Exercise: Below are the records; count the lines that include the string "sheet" and give only that number.
'''
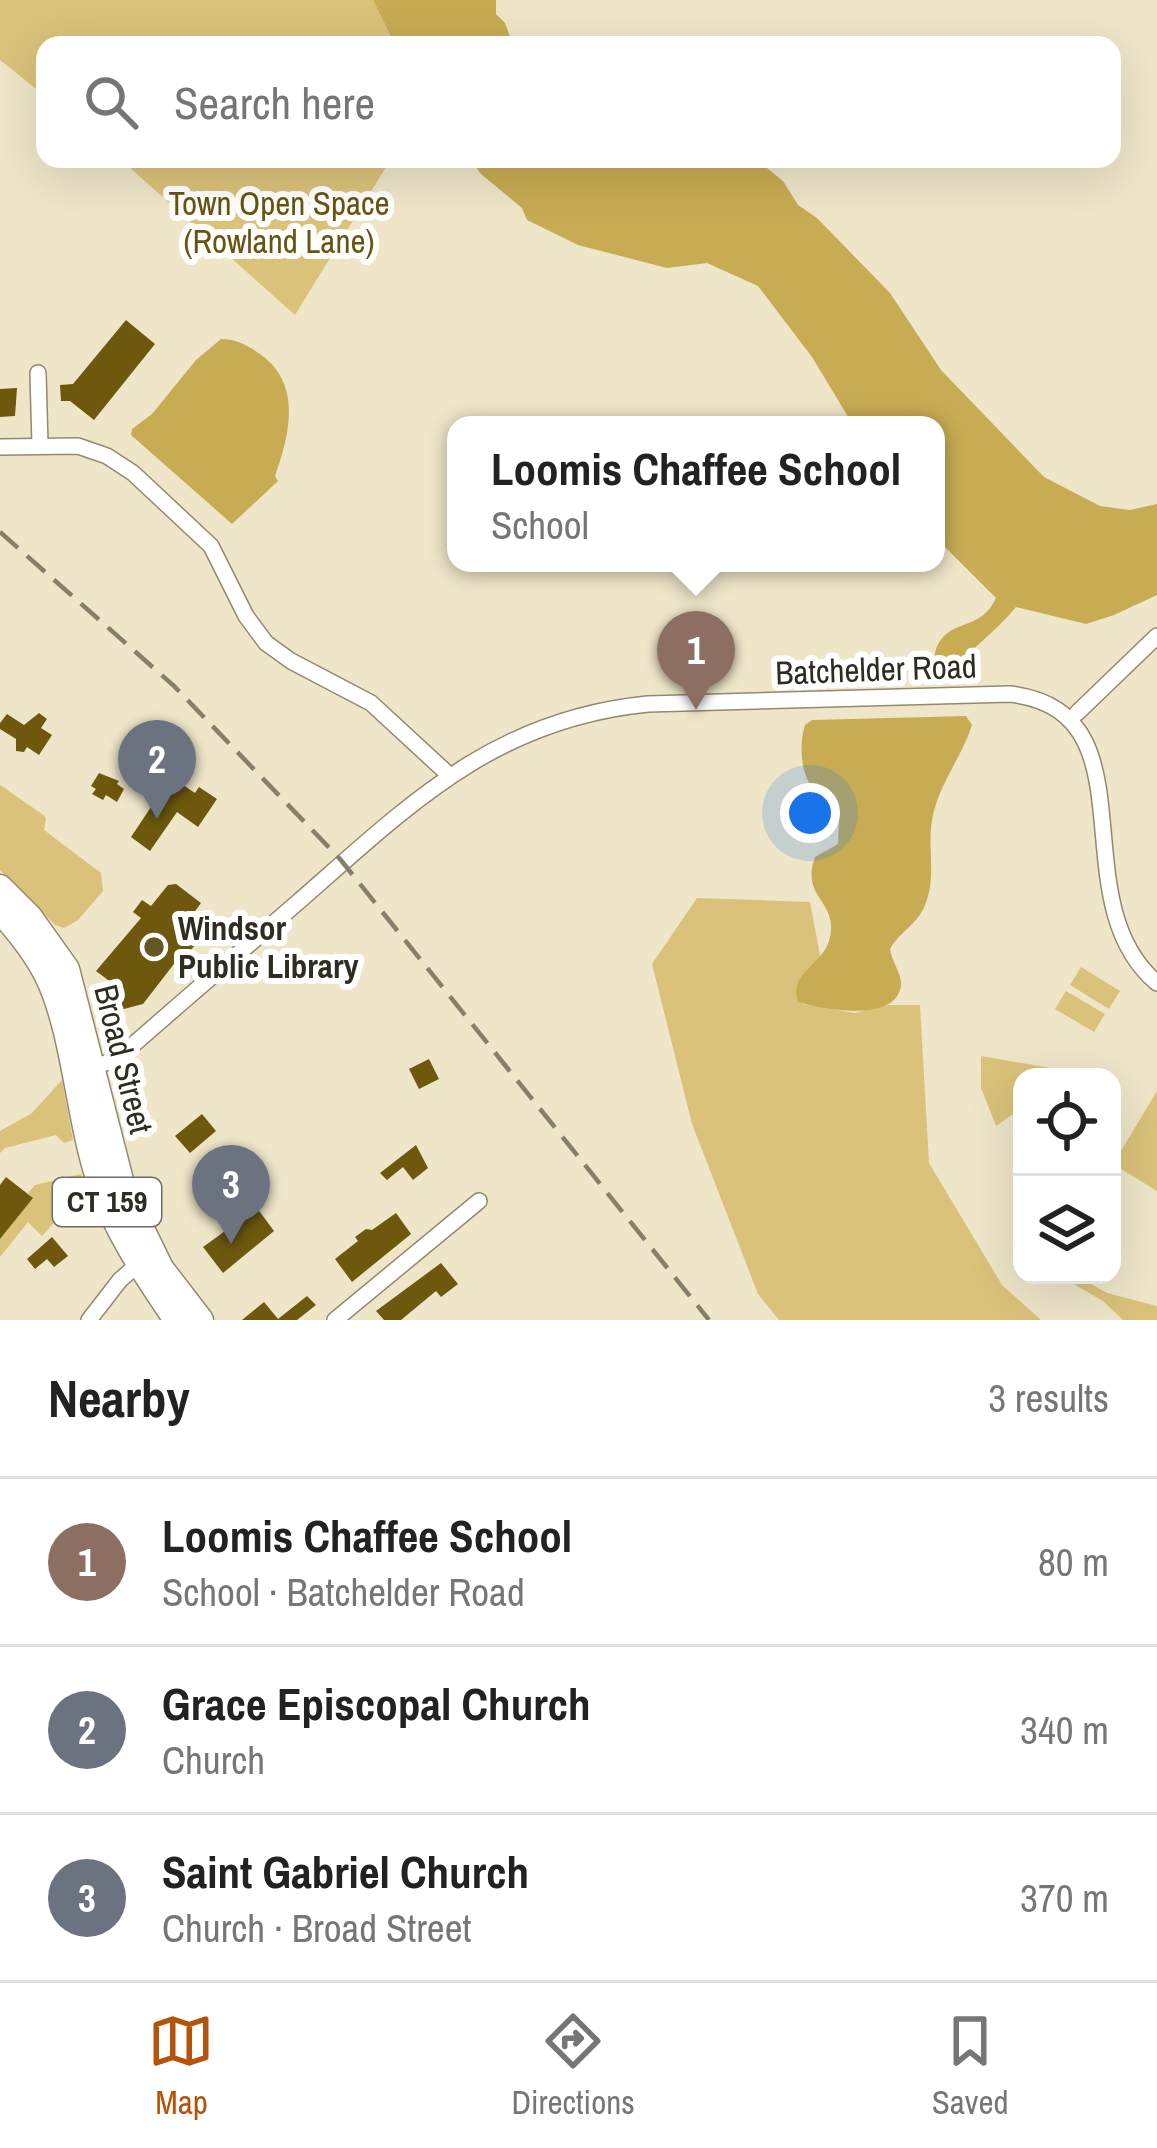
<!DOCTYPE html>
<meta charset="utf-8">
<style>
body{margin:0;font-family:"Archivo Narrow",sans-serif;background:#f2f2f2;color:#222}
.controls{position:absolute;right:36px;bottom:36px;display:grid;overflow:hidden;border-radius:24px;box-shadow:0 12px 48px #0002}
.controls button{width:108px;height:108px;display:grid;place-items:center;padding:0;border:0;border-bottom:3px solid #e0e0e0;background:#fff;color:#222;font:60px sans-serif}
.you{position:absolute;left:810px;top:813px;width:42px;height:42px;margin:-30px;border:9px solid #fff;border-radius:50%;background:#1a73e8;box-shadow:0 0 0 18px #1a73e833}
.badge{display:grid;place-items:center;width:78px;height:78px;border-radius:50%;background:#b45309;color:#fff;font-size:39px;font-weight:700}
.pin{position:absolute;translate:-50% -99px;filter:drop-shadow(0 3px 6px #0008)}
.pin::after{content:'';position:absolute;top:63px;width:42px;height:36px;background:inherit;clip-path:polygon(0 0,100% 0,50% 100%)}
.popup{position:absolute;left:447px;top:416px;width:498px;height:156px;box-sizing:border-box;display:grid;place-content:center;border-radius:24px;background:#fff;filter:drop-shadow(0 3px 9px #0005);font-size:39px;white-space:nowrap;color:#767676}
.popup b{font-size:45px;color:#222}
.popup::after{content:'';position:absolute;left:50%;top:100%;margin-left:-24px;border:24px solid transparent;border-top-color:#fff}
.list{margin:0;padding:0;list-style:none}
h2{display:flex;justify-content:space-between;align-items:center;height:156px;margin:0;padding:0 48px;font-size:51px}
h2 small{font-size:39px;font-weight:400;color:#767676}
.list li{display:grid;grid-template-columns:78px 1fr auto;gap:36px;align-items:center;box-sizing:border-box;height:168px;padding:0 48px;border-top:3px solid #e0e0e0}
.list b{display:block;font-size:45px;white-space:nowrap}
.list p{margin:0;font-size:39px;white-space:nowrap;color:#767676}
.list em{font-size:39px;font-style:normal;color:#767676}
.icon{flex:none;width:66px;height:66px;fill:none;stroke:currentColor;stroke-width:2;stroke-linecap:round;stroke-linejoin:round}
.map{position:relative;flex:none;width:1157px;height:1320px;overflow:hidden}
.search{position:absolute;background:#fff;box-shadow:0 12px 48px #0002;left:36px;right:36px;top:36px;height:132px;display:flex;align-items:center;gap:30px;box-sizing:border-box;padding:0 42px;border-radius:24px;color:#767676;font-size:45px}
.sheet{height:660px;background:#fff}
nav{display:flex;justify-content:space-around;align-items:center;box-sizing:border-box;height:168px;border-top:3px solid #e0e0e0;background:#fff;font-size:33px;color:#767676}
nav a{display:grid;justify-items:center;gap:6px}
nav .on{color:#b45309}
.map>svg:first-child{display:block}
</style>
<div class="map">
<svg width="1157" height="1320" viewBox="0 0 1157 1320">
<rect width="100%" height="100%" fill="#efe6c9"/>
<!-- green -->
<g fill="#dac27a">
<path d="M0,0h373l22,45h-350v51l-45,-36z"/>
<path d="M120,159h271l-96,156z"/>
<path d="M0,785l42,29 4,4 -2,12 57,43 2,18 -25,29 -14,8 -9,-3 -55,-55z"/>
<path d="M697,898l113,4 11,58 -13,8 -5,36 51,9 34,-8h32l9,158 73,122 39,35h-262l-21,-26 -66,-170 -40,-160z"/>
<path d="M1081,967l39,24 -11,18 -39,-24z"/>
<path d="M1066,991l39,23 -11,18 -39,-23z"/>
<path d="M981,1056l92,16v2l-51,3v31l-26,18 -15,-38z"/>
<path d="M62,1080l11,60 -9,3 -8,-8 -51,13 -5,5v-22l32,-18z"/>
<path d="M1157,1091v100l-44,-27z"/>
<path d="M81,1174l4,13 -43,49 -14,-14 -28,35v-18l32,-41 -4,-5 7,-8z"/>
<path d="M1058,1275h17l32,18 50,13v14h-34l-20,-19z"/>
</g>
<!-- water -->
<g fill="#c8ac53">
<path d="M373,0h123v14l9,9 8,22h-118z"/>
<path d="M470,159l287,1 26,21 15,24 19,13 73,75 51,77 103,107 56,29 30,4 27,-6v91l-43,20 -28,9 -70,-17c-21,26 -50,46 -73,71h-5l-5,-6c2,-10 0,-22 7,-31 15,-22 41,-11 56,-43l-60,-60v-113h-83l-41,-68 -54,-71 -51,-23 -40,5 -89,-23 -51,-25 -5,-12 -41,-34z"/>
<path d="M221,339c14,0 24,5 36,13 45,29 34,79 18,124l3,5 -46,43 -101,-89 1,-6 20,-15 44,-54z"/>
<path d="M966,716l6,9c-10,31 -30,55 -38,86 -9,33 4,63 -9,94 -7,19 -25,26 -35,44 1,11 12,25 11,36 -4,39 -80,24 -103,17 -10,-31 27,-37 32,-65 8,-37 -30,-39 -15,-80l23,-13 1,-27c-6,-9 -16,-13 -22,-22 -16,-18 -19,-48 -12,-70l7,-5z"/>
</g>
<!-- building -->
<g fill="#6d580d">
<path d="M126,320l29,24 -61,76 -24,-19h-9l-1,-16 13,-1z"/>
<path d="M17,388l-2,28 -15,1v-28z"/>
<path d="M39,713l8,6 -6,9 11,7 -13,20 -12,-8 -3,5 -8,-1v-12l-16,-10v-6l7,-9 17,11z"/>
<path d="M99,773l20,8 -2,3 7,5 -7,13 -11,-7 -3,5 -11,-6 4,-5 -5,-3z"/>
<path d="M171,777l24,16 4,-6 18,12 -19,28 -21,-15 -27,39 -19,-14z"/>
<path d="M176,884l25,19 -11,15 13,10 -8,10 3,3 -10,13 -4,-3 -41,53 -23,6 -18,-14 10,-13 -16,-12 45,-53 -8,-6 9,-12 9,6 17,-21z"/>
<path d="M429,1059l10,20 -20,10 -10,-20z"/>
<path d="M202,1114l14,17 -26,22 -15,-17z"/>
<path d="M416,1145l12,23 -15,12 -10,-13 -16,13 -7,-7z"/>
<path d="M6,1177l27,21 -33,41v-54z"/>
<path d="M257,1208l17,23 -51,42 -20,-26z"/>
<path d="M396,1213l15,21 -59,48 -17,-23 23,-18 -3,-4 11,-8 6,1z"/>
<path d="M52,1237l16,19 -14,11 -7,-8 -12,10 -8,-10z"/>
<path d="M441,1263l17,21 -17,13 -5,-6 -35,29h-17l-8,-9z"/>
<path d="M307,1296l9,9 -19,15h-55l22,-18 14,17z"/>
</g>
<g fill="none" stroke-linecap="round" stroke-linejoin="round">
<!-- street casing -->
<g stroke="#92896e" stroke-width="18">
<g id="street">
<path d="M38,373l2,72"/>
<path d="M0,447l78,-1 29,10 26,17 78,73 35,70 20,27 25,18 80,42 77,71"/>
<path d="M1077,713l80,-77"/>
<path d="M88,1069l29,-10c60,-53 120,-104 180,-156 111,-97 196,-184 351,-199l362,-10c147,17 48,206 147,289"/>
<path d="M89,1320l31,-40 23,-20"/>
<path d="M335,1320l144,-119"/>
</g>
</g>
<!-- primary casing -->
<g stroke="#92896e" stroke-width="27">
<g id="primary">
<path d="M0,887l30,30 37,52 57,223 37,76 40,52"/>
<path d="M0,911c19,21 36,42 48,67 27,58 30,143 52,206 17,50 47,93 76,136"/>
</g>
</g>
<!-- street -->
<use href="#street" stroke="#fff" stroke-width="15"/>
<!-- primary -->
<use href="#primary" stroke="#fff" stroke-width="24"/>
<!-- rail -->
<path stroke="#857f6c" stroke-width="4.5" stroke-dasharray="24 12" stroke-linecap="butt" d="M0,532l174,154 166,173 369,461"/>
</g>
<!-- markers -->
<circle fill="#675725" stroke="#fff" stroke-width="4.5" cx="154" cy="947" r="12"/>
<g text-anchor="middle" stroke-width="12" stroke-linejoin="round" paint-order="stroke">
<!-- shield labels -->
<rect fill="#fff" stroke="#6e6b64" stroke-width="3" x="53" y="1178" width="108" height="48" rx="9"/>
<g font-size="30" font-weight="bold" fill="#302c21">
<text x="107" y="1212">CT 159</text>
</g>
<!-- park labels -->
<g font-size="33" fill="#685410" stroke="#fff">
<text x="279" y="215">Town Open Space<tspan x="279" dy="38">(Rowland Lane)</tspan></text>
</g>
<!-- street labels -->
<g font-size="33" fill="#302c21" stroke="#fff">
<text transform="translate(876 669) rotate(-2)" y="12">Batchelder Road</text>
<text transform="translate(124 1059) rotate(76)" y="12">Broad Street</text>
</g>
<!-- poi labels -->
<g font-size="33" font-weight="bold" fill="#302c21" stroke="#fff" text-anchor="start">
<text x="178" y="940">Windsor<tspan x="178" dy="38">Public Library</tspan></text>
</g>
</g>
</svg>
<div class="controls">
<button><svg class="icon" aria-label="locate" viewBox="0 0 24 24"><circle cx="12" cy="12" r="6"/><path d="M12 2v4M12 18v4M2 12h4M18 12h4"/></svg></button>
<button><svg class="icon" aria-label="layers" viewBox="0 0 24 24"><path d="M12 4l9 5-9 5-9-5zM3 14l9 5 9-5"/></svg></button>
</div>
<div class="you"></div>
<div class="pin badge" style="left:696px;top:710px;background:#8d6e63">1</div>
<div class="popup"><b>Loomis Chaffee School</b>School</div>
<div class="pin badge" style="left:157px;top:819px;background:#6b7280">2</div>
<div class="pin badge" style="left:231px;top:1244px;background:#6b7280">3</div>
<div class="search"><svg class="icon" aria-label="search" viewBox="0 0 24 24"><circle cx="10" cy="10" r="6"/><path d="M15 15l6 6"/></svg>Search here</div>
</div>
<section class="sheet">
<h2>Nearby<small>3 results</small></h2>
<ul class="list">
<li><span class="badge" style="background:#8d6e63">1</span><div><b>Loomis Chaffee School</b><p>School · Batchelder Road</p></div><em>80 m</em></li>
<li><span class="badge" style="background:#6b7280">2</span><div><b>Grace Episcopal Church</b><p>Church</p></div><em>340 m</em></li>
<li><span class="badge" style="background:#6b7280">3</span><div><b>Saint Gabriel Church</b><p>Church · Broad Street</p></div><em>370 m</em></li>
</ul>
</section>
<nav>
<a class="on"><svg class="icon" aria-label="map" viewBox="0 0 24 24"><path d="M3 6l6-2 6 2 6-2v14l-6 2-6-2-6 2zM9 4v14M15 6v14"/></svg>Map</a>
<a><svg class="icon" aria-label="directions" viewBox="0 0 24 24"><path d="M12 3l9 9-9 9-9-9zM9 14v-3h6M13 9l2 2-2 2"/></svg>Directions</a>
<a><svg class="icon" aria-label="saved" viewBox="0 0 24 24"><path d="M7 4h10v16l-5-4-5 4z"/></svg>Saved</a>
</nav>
'''
Answer to the exercise: 2